(Stored data)
★ ★ ★ ★ ★ ★ ★

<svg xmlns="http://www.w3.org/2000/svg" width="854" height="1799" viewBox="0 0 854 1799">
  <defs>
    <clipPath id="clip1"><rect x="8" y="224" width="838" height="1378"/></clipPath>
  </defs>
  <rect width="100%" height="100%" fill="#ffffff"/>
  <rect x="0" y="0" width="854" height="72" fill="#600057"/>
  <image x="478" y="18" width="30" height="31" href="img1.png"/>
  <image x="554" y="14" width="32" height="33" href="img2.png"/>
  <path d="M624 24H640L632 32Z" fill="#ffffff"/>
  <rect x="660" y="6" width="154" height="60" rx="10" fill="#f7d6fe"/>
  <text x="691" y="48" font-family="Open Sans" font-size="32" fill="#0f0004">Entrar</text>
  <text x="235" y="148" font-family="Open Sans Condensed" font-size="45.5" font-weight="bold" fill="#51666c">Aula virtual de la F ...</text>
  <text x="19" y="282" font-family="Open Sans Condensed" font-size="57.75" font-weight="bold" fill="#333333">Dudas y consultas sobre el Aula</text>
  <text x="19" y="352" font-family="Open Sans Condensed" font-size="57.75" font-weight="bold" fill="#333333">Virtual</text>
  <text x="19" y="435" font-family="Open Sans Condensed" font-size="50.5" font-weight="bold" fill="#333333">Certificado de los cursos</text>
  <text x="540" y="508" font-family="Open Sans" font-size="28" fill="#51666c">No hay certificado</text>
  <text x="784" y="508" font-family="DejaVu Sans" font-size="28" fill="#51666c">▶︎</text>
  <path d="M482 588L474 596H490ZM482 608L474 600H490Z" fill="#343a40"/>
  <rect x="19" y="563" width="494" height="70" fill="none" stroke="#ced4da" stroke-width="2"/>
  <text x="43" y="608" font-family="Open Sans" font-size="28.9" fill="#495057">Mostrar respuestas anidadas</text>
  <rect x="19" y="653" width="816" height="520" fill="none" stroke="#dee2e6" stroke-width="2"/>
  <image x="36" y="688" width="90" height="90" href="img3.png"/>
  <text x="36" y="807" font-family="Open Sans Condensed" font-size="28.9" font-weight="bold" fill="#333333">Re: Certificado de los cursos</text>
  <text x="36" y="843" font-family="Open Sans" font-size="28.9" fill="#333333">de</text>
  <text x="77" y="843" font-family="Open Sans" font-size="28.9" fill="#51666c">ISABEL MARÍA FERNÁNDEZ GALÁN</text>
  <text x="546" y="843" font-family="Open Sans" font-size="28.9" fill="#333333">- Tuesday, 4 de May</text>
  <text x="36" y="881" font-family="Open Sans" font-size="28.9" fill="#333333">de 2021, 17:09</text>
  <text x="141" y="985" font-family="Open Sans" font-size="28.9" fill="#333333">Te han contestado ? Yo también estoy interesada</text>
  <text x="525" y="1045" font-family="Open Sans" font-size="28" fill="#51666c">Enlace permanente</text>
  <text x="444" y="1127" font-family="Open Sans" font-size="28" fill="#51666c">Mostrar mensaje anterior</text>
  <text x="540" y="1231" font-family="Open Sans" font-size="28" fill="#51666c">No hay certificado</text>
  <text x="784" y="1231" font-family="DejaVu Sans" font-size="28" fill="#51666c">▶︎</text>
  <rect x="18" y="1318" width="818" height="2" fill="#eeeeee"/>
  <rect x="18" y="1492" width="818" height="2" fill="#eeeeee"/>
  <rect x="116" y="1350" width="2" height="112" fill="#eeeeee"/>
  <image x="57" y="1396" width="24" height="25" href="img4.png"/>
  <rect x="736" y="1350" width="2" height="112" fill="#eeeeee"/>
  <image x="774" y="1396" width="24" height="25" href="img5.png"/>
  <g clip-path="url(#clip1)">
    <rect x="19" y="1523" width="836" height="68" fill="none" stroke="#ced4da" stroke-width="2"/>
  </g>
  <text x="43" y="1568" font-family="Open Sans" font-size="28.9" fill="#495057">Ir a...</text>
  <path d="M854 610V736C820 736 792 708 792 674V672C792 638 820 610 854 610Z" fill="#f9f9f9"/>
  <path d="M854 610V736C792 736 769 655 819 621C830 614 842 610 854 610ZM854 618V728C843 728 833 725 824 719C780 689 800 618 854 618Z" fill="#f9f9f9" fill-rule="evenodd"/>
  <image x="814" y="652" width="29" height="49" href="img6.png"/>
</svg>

★ ★ ★ ★ ★ ★ ★

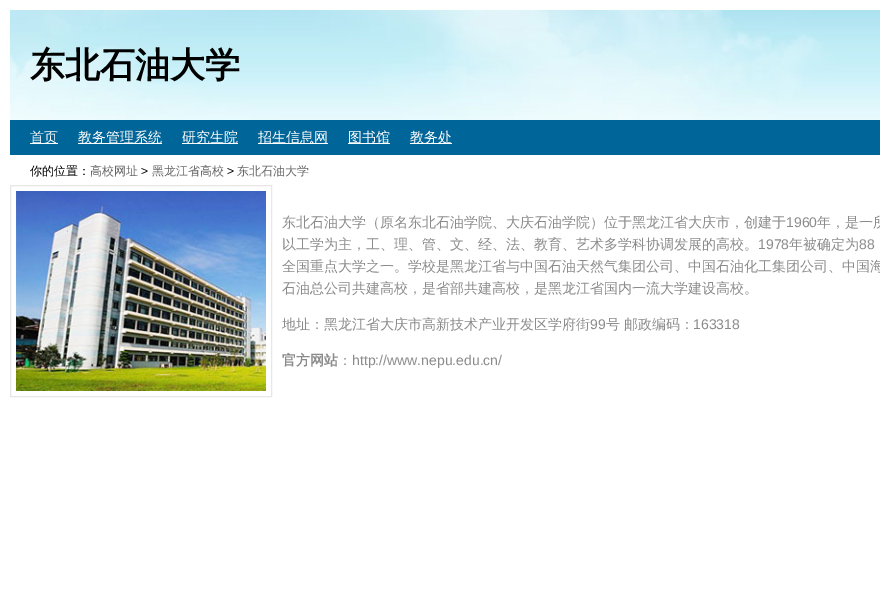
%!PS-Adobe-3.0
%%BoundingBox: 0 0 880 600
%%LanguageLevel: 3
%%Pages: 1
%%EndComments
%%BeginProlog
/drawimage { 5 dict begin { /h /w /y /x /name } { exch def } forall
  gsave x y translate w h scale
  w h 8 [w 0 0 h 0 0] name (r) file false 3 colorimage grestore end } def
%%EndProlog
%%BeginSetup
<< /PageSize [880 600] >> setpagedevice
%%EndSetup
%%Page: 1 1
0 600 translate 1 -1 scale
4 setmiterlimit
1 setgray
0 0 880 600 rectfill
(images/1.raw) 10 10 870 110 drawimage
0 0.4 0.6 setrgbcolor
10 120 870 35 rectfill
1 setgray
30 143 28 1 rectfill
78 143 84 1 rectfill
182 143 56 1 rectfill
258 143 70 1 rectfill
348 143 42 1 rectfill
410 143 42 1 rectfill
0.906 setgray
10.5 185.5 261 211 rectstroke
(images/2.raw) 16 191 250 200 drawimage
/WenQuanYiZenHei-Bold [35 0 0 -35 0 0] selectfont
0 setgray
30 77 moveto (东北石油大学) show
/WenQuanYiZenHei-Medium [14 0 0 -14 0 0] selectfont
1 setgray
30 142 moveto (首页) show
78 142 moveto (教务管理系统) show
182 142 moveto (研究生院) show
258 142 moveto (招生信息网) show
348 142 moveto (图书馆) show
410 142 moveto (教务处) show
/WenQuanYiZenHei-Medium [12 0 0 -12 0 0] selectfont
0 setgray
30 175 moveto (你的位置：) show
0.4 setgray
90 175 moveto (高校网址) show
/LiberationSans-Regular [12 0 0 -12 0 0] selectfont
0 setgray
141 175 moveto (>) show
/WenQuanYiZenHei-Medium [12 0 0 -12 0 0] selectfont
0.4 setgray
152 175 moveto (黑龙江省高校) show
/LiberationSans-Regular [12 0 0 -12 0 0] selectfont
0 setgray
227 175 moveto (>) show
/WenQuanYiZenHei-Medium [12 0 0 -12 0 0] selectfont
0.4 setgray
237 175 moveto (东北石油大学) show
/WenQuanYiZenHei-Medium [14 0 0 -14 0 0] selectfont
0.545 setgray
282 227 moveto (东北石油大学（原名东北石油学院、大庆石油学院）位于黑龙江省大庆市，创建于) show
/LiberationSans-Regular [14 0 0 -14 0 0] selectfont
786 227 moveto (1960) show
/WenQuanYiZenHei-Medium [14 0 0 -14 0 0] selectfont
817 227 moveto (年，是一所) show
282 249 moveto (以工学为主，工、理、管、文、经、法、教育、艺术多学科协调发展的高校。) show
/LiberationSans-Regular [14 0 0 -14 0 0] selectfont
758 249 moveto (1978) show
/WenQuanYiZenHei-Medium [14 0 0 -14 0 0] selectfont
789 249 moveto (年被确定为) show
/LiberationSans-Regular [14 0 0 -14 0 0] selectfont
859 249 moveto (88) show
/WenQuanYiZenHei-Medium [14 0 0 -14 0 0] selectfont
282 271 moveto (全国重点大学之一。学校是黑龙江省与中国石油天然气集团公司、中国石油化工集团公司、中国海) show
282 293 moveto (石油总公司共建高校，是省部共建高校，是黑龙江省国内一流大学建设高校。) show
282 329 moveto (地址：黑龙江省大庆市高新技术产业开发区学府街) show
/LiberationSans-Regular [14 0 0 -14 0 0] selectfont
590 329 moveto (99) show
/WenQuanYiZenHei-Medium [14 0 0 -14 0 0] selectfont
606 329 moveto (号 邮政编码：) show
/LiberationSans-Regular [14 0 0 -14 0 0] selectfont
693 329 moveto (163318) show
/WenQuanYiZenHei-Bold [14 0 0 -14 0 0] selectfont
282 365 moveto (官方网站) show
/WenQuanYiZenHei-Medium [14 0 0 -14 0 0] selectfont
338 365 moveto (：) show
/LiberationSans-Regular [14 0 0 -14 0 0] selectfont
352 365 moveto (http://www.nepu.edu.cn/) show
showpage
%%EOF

★ ★ ★ ★ ★ ★ ★

▶ What to work on: Look through the entries and work out how many lines have the word "scale" in them; reply with that number only.

▶ Your solution: 2